Esta posibilidad de que la metáfora de la caída en desgracia del poderoso se concrete da un particular atractivo a la situación y tiene que ver con lo profundo de la seducción que genera el fútbol, que siempre reparte dichas y desdichas más o menos entre los mismos, pero que a veces también puede cambiar de ­mano.

En este caso, hay mucho más que folklore deportivo. En el aire se respira clima de tensión y hasta de temor por la violencia que la frustración riverplatense podría desplegar en las calles. Incluso, hasta se habla del impacto político que la suerte o desgracia millonaria depararía. Y se habla y se habla porque, entre otras cosas, cada vez hay más minutos de aire televisivo que llenar.

Belleza y drama. El fútbol es belleza, acción y, sobre todo, drama. Como herencia de los rituales míticos del hombre primigenio, transcurre en un tiempo concentrado, igual a lo que sucede con espectáculos artísticos como el cine o el teatro, sólo que en el deporte el desenlace no está escrito sino que se resuelve en el momento de la competencia, lo que le otorga una particular carga dramática.

Es decir, por una parte tiene razones legítimas para ser el entretenimiento favorito de las masas. Pero cuando se habla de drama, se habla de representación del drama de la vida.

De todos modos, uno podría repetir hasta el cansancio que no se trata de la vida o de la muerte, sino de una simple circunstancia deportiva, aunque eso no sirva de consuelo para muchos.

Sucede que lo que está en juego cuando se siente pasión por los colores de una camiseta es una pequeña identidad, que debería ser relativa dentro de una identidad mayor (por ejemplo, el sentimiento de pertenencia argentina del conjunto cuando la selección juega en un Mundial), pero que, por razones que acaso tengan que ver con patologías o desventuras sociales, se vuelve identidad absoluta.

El poder de los violentos. Esas pequeñas identidades son alentadas en forma permanente e incluso se observan en otros ámbitos; por ejemplo, en las barras de los grupos de rock.

Las pasiones tienen componentes irracionales, claro, pero en el fútbol hasta hay periodismo que sobreactúa la sinrazón porque rinde en audiencia.

El fútbol es uno de los principales alimentos culturales de este pueblo. Pero la pelota no es de todos sino de unos pocos; entre ellos, de los violentos. Y, se sabe, el poder de los violentos radica en los límites que están dispuestos a atravesar.
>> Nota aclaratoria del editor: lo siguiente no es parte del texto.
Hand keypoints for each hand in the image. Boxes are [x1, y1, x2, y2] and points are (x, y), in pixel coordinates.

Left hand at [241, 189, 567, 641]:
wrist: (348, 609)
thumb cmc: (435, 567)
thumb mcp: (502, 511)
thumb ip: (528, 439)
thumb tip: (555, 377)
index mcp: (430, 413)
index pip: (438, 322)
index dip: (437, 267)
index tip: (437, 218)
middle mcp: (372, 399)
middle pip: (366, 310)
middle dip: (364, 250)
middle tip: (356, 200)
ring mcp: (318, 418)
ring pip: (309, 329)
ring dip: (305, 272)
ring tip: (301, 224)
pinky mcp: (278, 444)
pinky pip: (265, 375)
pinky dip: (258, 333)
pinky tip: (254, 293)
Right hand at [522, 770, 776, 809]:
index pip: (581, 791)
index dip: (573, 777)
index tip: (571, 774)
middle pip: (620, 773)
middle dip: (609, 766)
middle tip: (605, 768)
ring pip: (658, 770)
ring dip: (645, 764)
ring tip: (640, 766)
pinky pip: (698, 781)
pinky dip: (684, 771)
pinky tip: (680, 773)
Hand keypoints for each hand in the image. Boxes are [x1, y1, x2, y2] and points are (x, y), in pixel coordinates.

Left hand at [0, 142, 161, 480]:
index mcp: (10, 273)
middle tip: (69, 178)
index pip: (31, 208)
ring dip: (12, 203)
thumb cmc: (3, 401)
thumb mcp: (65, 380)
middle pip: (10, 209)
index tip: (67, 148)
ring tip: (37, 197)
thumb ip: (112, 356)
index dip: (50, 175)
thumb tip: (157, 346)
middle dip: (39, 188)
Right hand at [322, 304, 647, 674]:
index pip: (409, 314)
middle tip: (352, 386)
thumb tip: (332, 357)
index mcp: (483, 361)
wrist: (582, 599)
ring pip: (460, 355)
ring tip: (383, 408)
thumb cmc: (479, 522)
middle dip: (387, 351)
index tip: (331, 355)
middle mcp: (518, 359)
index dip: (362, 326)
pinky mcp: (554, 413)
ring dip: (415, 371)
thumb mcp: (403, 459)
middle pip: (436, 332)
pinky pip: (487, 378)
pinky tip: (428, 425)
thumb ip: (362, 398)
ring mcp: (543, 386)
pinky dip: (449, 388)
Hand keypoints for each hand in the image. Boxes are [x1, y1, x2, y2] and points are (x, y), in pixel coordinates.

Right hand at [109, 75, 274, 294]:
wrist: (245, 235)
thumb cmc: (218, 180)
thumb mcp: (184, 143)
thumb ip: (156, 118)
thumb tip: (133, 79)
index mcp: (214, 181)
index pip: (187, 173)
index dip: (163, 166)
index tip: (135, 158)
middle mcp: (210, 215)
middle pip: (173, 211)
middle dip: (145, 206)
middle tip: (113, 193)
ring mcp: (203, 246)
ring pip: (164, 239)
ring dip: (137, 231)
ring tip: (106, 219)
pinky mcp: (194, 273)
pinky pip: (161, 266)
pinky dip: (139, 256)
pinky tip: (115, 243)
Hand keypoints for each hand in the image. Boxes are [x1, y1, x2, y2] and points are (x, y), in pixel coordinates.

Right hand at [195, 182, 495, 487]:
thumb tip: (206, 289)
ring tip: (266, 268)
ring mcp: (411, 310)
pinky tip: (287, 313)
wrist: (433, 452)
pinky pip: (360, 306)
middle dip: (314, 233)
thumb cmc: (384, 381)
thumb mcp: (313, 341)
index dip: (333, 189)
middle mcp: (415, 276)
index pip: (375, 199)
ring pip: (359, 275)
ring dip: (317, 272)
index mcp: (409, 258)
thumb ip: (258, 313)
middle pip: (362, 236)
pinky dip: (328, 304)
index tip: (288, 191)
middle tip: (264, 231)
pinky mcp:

Entonces, sí, pasa a estar en juego la vida o la muerte. Los barrabravas del fútbol argentinos son dueños de una sólida herramienta a la hora de negociar con otros poderes visibles, incluso para conseguir impunidad, la más evidente y perversa de todas las pruebas del goce de poder.

A todo esto, la ilusión del pueblo de Belgrano –la identidad celeste de Córdoba– de volver a Primera quedó atrapada en el ojo de una tormenta ajena. Claro que, en el fútbol, la ilusión no se resigna. Jamás.